Instructions for the task: Go through the entries below and return every line that contains "Menta".

Input material:
-------------------------

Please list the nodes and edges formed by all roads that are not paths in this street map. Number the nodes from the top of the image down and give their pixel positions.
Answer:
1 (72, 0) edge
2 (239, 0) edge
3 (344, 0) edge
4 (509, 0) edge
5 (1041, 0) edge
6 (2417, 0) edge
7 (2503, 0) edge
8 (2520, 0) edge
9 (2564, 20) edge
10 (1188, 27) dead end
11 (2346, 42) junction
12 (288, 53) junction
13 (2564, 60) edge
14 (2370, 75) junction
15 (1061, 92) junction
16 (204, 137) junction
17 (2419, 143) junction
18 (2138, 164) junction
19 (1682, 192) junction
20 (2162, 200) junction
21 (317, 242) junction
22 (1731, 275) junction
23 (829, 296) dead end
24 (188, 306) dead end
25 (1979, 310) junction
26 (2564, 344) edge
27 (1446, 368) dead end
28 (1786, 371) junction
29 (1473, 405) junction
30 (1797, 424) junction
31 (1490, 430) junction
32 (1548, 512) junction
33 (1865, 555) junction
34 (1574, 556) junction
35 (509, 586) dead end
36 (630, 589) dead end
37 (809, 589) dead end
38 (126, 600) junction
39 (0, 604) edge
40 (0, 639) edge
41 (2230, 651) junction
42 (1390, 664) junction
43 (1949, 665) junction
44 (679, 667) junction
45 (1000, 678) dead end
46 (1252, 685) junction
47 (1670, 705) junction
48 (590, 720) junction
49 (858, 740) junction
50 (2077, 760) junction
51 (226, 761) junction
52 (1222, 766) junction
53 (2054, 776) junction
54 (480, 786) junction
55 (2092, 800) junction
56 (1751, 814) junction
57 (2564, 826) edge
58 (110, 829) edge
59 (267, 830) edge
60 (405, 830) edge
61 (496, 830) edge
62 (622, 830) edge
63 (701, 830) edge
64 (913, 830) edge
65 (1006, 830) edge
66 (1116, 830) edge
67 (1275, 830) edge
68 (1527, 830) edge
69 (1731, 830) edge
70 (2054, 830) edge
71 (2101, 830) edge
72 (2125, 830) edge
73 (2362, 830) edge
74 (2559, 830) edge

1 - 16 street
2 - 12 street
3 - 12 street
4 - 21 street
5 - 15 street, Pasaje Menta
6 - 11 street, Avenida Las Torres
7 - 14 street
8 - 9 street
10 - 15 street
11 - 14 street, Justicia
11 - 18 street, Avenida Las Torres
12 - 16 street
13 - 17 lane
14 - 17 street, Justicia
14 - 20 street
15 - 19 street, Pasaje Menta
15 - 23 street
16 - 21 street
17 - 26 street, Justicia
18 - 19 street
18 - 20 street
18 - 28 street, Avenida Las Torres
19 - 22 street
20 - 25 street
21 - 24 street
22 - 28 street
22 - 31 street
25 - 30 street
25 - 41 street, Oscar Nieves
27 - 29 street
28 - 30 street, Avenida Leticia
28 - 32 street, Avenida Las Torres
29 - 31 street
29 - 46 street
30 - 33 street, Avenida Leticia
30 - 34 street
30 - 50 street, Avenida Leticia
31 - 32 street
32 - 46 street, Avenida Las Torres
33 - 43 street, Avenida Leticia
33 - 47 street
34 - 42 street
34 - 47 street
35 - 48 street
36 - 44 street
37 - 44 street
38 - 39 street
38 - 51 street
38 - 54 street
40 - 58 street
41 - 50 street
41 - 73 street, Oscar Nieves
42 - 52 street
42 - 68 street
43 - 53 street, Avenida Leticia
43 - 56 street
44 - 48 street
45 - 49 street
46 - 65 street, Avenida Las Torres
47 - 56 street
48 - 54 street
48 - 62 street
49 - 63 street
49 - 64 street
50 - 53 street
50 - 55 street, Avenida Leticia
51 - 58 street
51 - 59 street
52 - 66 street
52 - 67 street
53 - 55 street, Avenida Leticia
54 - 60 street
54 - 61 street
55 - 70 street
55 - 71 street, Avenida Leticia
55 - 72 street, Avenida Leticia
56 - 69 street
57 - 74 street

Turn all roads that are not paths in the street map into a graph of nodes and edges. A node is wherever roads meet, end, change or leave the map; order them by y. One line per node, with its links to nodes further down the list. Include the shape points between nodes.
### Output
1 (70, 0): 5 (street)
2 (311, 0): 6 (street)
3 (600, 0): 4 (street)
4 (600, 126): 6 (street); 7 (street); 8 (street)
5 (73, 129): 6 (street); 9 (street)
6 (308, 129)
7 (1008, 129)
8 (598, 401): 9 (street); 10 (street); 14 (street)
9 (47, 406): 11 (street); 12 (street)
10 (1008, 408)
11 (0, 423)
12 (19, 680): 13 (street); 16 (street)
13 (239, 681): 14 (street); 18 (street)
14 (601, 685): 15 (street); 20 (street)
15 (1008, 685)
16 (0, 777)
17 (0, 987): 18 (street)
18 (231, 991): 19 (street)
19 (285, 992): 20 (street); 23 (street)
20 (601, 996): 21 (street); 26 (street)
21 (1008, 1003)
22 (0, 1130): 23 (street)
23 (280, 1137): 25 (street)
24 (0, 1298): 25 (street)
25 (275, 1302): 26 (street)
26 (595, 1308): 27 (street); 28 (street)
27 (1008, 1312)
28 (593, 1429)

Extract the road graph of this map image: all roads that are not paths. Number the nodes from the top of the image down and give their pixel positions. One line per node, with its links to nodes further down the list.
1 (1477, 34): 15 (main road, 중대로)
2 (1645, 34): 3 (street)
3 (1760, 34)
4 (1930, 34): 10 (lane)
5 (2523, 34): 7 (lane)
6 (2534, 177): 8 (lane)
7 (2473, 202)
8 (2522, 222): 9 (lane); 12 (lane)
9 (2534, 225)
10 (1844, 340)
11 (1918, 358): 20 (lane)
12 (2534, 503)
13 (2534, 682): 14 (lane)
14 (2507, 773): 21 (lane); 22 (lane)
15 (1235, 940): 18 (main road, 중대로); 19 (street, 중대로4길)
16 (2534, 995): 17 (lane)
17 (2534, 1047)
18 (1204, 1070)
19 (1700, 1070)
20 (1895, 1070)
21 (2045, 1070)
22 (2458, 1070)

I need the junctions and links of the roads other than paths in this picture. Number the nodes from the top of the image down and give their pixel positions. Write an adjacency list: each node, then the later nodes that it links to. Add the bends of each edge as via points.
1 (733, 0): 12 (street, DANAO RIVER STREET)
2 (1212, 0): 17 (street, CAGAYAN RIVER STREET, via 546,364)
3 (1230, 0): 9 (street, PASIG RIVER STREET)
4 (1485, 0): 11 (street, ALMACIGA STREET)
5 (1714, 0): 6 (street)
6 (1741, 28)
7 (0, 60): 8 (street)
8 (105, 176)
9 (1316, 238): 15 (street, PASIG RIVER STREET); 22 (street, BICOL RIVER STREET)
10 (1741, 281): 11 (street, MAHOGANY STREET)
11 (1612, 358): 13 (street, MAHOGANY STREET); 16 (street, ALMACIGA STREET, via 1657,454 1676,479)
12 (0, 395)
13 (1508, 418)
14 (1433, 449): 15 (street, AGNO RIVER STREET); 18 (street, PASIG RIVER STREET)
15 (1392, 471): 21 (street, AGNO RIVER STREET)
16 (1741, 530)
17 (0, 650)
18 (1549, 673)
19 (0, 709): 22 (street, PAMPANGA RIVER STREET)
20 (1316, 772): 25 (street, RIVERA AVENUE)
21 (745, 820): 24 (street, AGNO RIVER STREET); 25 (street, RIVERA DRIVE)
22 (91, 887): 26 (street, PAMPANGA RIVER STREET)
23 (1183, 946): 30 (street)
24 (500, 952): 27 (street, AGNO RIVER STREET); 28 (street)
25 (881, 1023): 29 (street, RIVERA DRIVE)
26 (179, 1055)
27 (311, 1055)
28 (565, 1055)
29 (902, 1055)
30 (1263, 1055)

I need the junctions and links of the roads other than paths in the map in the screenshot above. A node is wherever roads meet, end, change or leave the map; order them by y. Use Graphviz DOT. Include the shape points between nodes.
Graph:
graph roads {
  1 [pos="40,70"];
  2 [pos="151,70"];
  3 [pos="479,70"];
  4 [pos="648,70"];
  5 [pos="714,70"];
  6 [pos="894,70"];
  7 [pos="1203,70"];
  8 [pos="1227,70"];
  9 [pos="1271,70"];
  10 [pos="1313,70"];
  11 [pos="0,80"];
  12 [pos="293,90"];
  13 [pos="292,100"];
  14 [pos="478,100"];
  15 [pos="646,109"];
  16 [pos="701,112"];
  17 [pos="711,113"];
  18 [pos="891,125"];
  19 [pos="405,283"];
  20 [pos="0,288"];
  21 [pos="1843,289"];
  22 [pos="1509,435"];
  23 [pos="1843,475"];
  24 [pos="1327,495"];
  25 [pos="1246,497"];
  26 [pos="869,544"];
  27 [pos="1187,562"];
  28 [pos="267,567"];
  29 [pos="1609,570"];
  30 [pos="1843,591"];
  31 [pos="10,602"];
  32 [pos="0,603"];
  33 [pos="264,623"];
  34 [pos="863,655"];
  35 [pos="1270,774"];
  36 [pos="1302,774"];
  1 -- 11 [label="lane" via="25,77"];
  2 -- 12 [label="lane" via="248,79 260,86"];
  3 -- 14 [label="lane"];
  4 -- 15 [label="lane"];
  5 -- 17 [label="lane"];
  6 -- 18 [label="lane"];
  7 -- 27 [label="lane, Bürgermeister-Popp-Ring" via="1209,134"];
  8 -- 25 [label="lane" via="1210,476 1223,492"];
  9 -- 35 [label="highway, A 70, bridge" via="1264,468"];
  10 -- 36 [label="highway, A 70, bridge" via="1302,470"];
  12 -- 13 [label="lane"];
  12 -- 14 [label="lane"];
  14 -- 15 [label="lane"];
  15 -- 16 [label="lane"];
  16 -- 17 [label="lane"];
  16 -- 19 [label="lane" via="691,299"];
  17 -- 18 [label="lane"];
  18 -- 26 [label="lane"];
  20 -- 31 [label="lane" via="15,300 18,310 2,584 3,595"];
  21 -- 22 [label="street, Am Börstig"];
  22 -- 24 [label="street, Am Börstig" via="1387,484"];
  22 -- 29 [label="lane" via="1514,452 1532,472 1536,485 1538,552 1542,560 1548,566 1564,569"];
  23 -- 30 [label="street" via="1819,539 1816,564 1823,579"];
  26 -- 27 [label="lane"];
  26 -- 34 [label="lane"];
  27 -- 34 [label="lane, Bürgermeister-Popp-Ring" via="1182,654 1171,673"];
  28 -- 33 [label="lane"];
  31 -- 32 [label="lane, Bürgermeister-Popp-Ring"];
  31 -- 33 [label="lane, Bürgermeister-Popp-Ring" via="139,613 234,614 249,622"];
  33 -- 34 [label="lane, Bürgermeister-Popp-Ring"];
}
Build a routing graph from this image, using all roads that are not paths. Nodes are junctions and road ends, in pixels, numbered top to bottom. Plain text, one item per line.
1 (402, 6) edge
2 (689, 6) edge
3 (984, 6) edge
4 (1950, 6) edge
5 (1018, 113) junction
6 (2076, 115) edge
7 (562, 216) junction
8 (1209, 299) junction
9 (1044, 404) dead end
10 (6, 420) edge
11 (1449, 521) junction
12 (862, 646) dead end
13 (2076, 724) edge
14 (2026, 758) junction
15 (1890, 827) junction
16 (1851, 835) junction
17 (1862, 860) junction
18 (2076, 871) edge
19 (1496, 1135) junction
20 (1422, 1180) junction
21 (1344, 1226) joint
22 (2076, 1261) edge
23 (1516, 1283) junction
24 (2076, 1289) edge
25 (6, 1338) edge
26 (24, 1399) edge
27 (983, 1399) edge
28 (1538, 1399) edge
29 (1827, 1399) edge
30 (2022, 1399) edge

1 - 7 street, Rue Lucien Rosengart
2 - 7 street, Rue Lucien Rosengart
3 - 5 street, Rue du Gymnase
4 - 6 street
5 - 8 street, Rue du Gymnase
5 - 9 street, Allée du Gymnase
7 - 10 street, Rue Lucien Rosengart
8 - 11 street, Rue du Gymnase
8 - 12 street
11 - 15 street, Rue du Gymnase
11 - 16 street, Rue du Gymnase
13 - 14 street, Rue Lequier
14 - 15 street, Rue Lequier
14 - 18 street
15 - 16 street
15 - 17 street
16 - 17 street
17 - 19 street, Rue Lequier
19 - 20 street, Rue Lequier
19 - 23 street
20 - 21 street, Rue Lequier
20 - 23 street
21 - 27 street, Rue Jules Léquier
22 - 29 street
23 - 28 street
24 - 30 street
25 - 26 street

-------------------------

Answer space:
5 - 15 street, Pasaje Menta
15 - 19 street, Pasaje Menta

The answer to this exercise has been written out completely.